Ее лицо не было ни молодым, ни красивым, но оно было открытым и ясным. Глаза были большие, но не блестящие, волосы — густые, но не убранные по-модному, руки тонкие и изящной формы, но, возможно, не вполне чистые. Вдруг она судорожно сжала эти руки и воскликнула в испуге и замешательстве:
— Ах, не отнимайте его у нас, мы сами так его любим!
— Стало быть, вы бываете там?
— О, да! Если бы не этот сад… — И она улыбнулась бесцветной, неопределенной улыбкой.
— Да, ведь это роскошь, не правда ли? Оттого именно, предполагая провести в Венеции месяц или два, а может быть, и все лето, в литературных занятиях, требующих тишины и покоя, я и возмечтал о саде, где можно было бы читать и писать, в то же время большую часть дня проводя на воздухе. Вы меня поймете, я уверен. — Тут я улыбнулся со всей светскостью, на которую мог отважиться. — А теперь нельзя ли мне взглянуть на этот сад?
— Я не знаю, я не понимаю, — забормотала бедная женщина, видя, что деваться ей некуда, и безуспешно пытаясь свое робкое недоумение противопоставить моему чудачеству.
— Разумеется, лишь отсюда, из этого великолепного окна, — я только с вашего позволения открою ставни. — И я поспешно зашагал в глубь залы, однако же на полдороге остановился, как бы ожидая, что моя собеседница последует за мной. Вынужденный действовать довольно напористо, я в то же время заботился о том, чтобы произвести впечатление человека изысканно учтивого. — Я обошел, кажется, все дома, где отдаются внаем комнаты, но мне так и не удалось найти ни одного с садом. Оно и не удивительно — в таком городе, как Венеция, сады редки. А я, хоть это и странно для мужчины, не могу жить без цветов.

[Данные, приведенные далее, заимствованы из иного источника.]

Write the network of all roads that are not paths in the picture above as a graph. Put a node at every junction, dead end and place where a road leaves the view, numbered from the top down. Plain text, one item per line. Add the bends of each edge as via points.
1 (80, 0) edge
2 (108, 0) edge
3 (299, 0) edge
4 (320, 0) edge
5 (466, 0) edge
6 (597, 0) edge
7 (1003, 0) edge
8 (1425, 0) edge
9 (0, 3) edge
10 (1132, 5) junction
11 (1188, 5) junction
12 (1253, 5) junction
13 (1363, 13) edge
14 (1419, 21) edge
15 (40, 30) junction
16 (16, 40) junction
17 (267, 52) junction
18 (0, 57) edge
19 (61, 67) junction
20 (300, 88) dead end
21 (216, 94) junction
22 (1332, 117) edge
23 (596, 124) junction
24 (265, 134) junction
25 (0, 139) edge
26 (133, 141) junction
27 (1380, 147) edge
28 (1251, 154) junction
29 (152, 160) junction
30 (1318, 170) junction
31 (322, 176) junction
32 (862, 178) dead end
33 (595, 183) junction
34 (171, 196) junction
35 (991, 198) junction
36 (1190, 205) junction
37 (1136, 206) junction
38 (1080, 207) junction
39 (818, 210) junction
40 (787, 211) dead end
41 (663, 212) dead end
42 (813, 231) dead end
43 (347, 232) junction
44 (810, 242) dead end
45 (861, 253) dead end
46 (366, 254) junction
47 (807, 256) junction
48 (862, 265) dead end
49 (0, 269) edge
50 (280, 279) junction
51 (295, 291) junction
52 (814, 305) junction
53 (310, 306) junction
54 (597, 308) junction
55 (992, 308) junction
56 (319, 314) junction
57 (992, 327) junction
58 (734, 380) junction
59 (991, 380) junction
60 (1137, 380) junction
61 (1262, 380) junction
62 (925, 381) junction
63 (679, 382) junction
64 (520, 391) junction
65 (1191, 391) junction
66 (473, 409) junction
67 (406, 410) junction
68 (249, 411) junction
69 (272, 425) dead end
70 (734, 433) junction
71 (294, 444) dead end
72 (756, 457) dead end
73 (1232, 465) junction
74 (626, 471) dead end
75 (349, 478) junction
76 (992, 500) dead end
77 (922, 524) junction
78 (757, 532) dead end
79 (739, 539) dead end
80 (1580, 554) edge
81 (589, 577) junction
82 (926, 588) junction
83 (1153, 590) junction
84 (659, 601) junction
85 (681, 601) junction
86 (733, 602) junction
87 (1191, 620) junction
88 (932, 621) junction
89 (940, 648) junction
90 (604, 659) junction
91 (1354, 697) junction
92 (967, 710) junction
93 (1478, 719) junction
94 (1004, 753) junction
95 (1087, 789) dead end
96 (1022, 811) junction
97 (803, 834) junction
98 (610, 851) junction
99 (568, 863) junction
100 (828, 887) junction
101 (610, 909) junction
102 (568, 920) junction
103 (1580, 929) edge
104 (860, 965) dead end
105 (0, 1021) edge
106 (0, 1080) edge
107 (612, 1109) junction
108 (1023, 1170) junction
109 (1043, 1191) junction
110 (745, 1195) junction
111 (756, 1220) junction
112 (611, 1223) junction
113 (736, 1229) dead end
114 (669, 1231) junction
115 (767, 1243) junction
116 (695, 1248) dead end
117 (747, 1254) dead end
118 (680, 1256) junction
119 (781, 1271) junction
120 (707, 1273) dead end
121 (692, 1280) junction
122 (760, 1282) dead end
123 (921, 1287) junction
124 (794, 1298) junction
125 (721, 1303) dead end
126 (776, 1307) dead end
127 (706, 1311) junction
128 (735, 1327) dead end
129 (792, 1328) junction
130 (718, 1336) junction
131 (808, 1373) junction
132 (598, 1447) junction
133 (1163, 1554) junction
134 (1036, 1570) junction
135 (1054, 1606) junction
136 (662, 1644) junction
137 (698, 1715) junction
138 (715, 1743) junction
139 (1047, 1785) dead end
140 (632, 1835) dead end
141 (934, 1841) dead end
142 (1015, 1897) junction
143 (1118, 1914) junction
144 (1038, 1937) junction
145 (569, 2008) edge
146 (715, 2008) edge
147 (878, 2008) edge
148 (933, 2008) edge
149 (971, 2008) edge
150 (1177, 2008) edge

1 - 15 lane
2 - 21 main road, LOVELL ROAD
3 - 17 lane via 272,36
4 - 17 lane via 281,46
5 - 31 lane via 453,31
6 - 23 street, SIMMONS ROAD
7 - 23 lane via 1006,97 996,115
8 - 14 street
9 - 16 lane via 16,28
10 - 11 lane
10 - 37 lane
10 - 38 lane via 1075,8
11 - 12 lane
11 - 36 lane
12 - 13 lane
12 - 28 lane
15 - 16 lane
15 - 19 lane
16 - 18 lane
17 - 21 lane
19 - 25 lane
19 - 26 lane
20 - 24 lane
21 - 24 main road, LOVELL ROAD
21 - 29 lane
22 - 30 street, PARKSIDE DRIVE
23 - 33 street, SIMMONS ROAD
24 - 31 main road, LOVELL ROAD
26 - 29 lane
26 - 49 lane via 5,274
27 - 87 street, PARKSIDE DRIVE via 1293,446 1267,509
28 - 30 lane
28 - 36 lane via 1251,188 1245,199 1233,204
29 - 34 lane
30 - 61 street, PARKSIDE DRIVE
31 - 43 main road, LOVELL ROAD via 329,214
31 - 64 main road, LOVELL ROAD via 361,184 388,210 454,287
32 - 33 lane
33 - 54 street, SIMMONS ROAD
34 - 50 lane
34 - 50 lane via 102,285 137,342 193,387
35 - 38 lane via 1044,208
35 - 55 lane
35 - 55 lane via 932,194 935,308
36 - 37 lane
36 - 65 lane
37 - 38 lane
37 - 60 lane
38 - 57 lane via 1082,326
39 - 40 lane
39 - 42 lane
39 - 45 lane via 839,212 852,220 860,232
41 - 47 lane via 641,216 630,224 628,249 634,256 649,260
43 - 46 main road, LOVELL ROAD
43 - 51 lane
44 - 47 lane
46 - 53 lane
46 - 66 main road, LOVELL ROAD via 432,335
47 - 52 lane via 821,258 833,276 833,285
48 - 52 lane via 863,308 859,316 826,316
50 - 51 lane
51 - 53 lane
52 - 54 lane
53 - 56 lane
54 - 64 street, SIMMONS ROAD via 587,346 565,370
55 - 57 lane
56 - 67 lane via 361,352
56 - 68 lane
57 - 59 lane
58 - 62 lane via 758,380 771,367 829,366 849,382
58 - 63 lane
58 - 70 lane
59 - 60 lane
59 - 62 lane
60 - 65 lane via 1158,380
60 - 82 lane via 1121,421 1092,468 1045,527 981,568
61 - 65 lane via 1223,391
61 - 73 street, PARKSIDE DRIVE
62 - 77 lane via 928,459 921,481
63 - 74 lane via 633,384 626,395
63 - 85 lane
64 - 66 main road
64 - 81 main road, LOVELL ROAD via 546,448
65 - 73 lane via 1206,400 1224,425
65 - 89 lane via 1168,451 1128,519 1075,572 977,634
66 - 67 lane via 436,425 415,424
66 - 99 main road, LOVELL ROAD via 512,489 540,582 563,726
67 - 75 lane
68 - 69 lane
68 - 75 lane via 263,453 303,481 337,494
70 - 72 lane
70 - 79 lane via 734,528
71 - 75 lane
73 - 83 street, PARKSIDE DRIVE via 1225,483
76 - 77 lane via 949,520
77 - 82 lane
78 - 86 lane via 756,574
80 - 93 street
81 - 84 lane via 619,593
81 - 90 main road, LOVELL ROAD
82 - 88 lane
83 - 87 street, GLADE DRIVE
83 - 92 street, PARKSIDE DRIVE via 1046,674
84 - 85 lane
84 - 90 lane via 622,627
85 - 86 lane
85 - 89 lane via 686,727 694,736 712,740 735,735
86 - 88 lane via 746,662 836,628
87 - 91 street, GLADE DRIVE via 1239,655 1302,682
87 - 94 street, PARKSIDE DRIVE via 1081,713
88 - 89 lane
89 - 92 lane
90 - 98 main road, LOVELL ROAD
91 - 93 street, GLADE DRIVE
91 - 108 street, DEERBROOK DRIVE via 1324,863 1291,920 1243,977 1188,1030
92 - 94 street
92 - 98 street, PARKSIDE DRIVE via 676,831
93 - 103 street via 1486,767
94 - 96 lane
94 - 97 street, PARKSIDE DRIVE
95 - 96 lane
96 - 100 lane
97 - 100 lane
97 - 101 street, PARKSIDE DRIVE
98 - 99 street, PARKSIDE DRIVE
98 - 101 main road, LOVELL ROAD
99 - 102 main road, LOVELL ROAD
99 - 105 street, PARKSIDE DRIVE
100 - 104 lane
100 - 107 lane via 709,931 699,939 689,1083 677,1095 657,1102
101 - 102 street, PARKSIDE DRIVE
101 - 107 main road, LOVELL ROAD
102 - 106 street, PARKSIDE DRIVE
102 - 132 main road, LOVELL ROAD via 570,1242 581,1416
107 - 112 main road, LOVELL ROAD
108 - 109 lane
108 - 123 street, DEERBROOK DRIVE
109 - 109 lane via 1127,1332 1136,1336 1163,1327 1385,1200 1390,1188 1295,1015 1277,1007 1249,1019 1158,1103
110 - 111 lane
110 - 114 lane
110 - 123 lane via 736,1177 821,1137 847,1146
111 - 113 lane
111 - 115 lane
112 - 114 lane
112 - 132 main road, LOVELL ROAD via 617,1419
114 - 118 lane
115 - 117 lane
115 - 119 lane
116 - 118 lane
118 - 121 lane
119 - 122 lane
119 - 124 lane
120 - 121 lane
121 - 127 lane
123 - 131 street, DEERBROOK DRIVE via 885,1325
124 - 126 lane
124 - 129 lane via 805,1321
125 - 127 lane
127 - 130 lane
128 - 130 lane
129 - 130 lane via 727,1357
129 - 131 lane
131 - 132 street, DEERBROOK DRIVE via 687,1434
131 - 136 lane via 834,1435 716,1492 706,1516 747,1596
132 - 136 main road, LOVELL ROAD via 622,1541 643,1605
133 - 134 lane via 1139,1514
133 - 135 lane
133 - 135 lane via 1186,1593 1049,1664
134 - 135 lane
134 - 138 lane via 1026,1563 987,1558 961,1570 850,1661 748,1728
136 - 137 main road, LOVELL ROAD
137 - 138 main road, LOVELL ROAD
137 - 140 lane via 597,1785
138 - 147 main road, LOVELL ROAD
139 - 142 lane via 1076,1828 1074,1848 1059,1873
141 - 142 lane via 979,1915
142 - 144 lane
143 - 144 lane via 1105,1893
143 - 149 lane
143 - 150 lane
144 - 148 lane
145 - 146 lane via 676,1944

— Что уж тут у нас за цветы. — Она сделала несколько шагов, словно я тянул ее за невидимую веревочку, и ей, при всем ее недоверии ко мне, ничего не оставалось, как подчиняться. Я двинулся дальше, а она, идя следом, продолжала:- Их немного, и притом самые простенькие. Разводить цветы слишком дорого, нужен особый человек.
— А вы возьмите меня, — предложил я. — Я стану работать бесплатно, а еще лучше, найму садовника за свой счет. И у вас будет самый прекрасный цветник во всей Венеции.
Я услышал сдавленный возглас — то ли протеста, то ли невольного восхищения этой смело набросанной мною перспективой. Потом она выговорила с усилием:
— Но мы вас не знаем — мы вас совсем не знаем.
— Вы знаете меня столько же, сколько я знаю вас, даже больше — вам, по крайней мере, известно мое имя. А если вы англичанка, то я почти ваш соотечественник.
— Мы не англичанки, — сказала она, безропотно глядя, как я отпираю и отвожу в сторону ставни на одной половине широкого и высокого окна.
— Вы так прекрасно говорите по-английски, кто же вы, осмелюсь спросить? — Сверху, из окна, сад и в самом деле выглядел неказисто, однако я сразу увидел, что его нетрудно будет преобразить. Моя собеседница, вконец смущенная и растерявшаяся, ничего не ответила на мой вопрос, и тогда я воскликнул: — Уж не хотите ли вы сказать, что вы тоже американки?
— Не знаю. Были американки.
— То есть как это «были»? А теперь — нет?
— Так много лет прошло. Теперь мы, кажется, уже никто.
— Вы много лет живете здесь? Что ж, это меня не удивляет — у вас такой прекрасный старинный дом. Вероятно, вы все любите отдыхать в саду, продолжал я, — но, уверяю вас, я вам нисколько не помешаю. Облюбую себе какой-нибудь дальний уголок, и вы меня ни видеть, ни слышать не будете.